According to the mayor, the noise of the "quite enormous" explosion spread "in part of the district".
An investigation into the causes of the blast was launched immediately, prosecutors said.
- 'It echoed' -
Interior Minister Gerald Darmanin had earlier asked on Twitter for people to stay away from the area to avoid hindering the massive deployment of firefighters and police.
He has now cut short a visit to the eastern city of Nancy to head to the scene.
AFP pictures taken at the site showed tall flames, and smoke billowing from the building, situated at Place Alphonse-Laveran, close to the Luxembourg Gardens.
The area is at the edge of the Latin Quarter, a top tourism area in the French capital.
A local resident, speaking on condition of anonymity, told AFP that he "heard a huge explosion which made the windows vibrate".
"I thought it was a bombing. It echoed in the apartment. I had 10 seconds of great concern, many people were at the windows," he added.
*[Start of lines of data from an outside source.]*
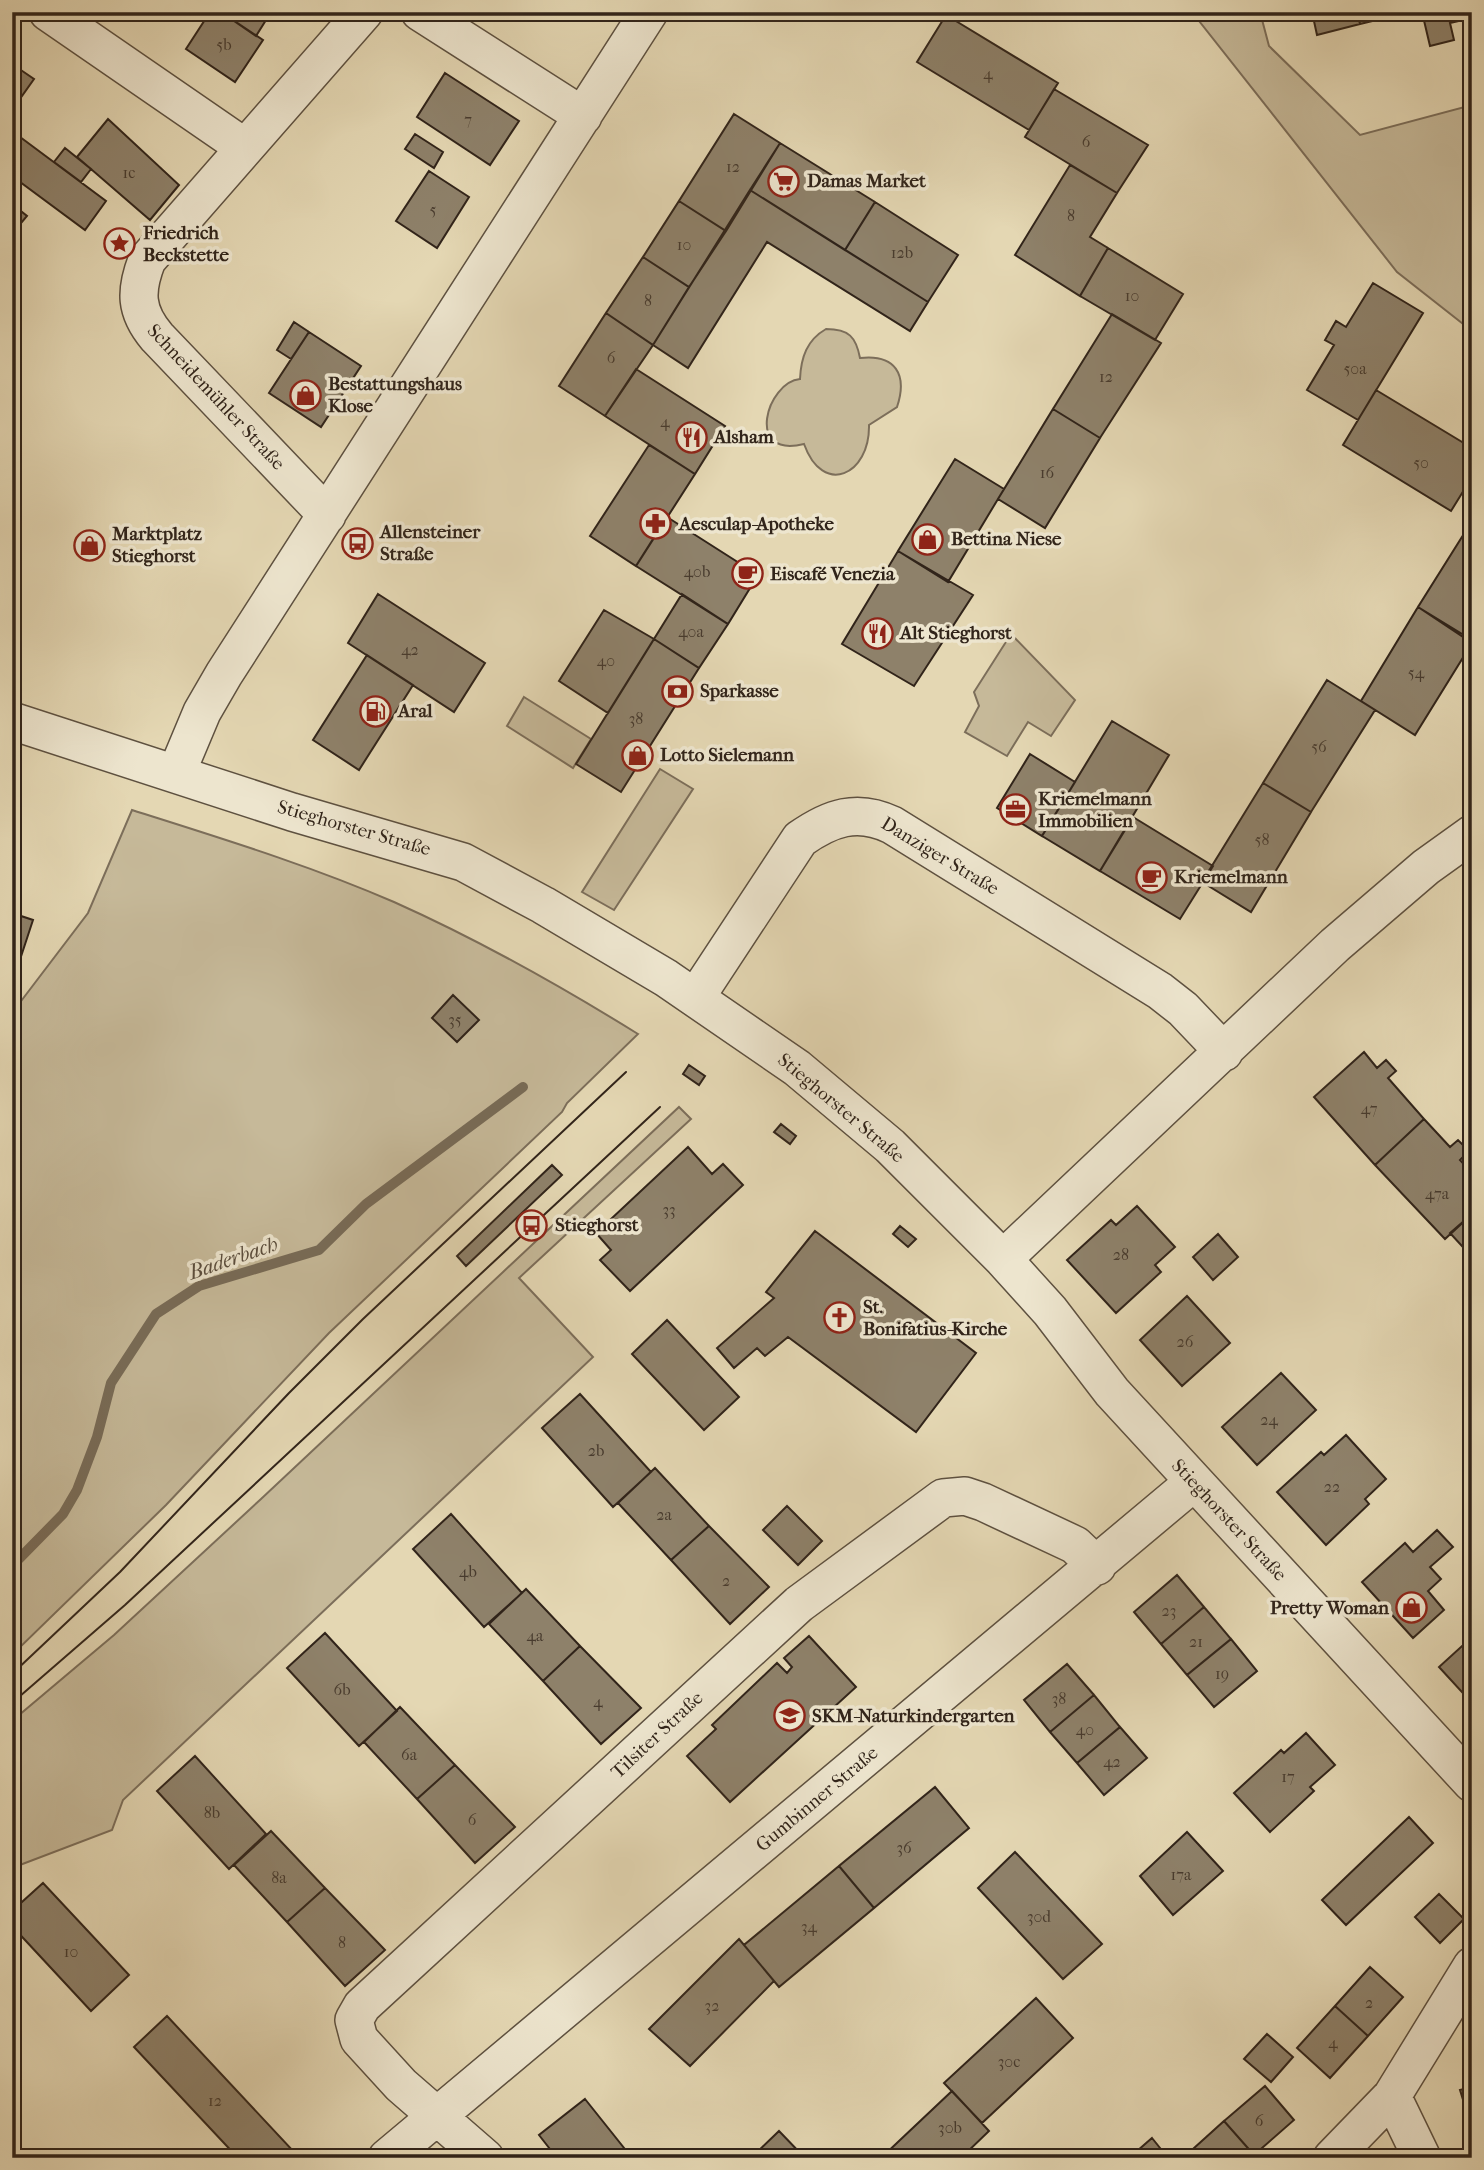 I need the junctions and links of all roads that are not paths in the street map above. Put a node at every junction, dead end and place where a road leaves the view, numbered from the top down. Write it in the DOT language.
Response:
graph roads {
  1 [pos="48,12"];
  2 [pos="363,12"];
  3 [pos="420,12"];
  4 [pos="649,12"];
  5 [pos="583,116"];
  6 [pos="244,147"];
  7 [pos="327,515"];
  8 [pos="12,722"];
  9 [pos="176,774"];
  10 [pos="1472,834"];
  11 [pos="696,997"];
  12 [pos="1224,1052"];
  13 [pos="1003,1259"];
  14 [pos="1194,1482"];
  15 [pos="1097,1566"];
  16 [pos="1472,1783"];
  17 [pos="1472,1966"];
  18 [pos="1392,2096"];
  19 [pos="438,2113"];
  20 [pos="387,2158"];
  21 [pos="485,2158"];
  22 [pos="1332,2158"];
  23 [pos="1422,2158"];
  1 -- 6 [label="street"];
  2 -- 6 [label="street, Schneidemühler Straße"];
  3 -- 5 [label="street"];
  4 -- 5 [label="street"];
  5 -- 7 [label="street"];
  6 -- 7 [label="street, Schneidemühler Straße"];
  7 -- 9 [label="street"];
  8 -- 9 [label="street, Stieghorster Straße"];
  9 -- 11 [label="street, Stieghorster Straße"];
  10 -- 12 [label="street"];
  11 -- 12 [label="street, Danziger Straße"];
  11 -- 13 [label="street, Stieghorster Straße"];
  12 -- 13 [label="street"];
  13 -- 14 [label="street, Stieghorster Straße"];
  14 -- 15 [label="street, Gumbinner Straße"];
  14 -- 16 [label="street, Stieghorster Straße"];
  15 -- 19 [label="street, Gumbinner Straße"];
  15 -- 19 [label="street, Tilsiter Straße"];
  17 -- 18 [label="street"];
  18 -- 22 [label="street"];
  18 -- 23 [label="street"];
  19 -- 20 [label="street, Gumbinner Straße"];
  19 -- 21 [label="street"];
} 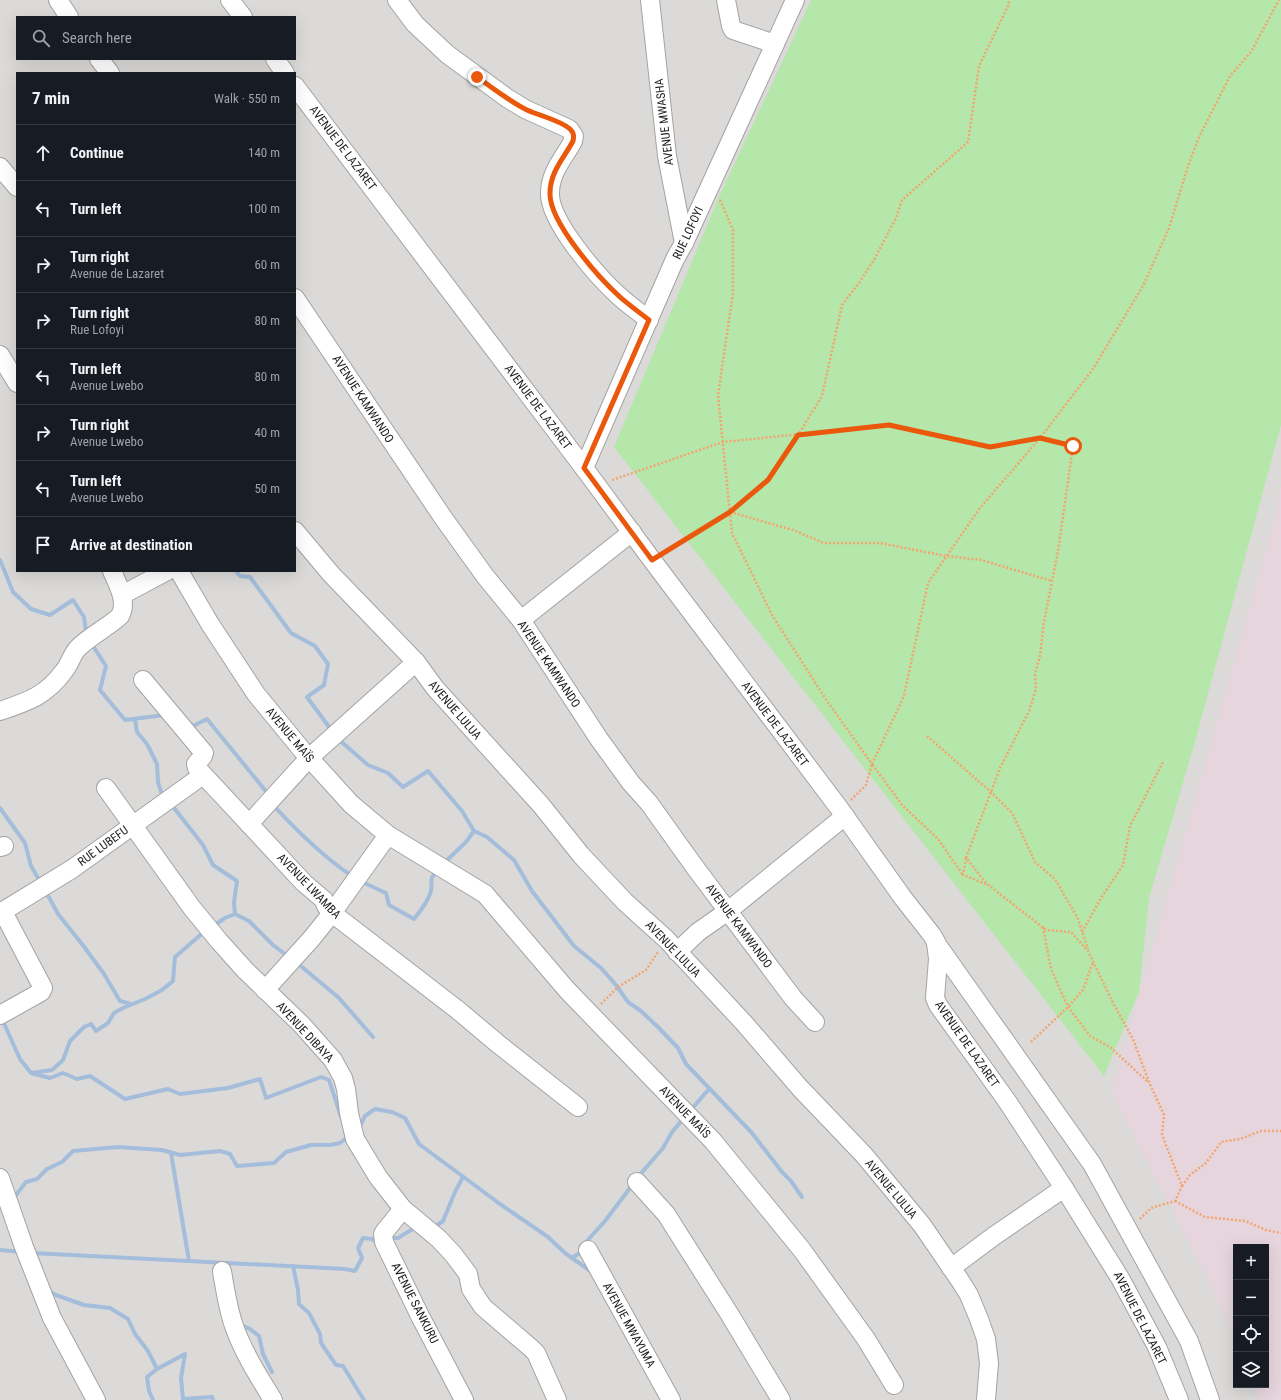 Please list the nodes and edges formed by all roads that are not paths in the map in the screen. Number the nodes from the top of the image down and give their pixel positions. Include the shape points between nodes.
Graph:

Another witness, working at the nearby Catholic education secretariat SGEC, said: "There was a big noise. I fell off my chair during a meeting, and so did others."
One of his colleagues had noticed a strong smell of gas in the street just before the explosion, said the man who declined to give his name.
However, officials said they did not have enough elements to determine the cause of the blast with certainty.
Paris prosecutor Laure Beccuau told reporters that "we are obviously counting on the lightly injured people to provide the investigation with input so we can understand what happened".
There have been several incidents of gas-related blasts in the French capital.
The explosion recalled a massive blast that rocked Paris in January 2019, when a suspected leak in a buried gas pipe destroyed a building on the Rue de Trevise in the ninth district, killing four people including two firefighters.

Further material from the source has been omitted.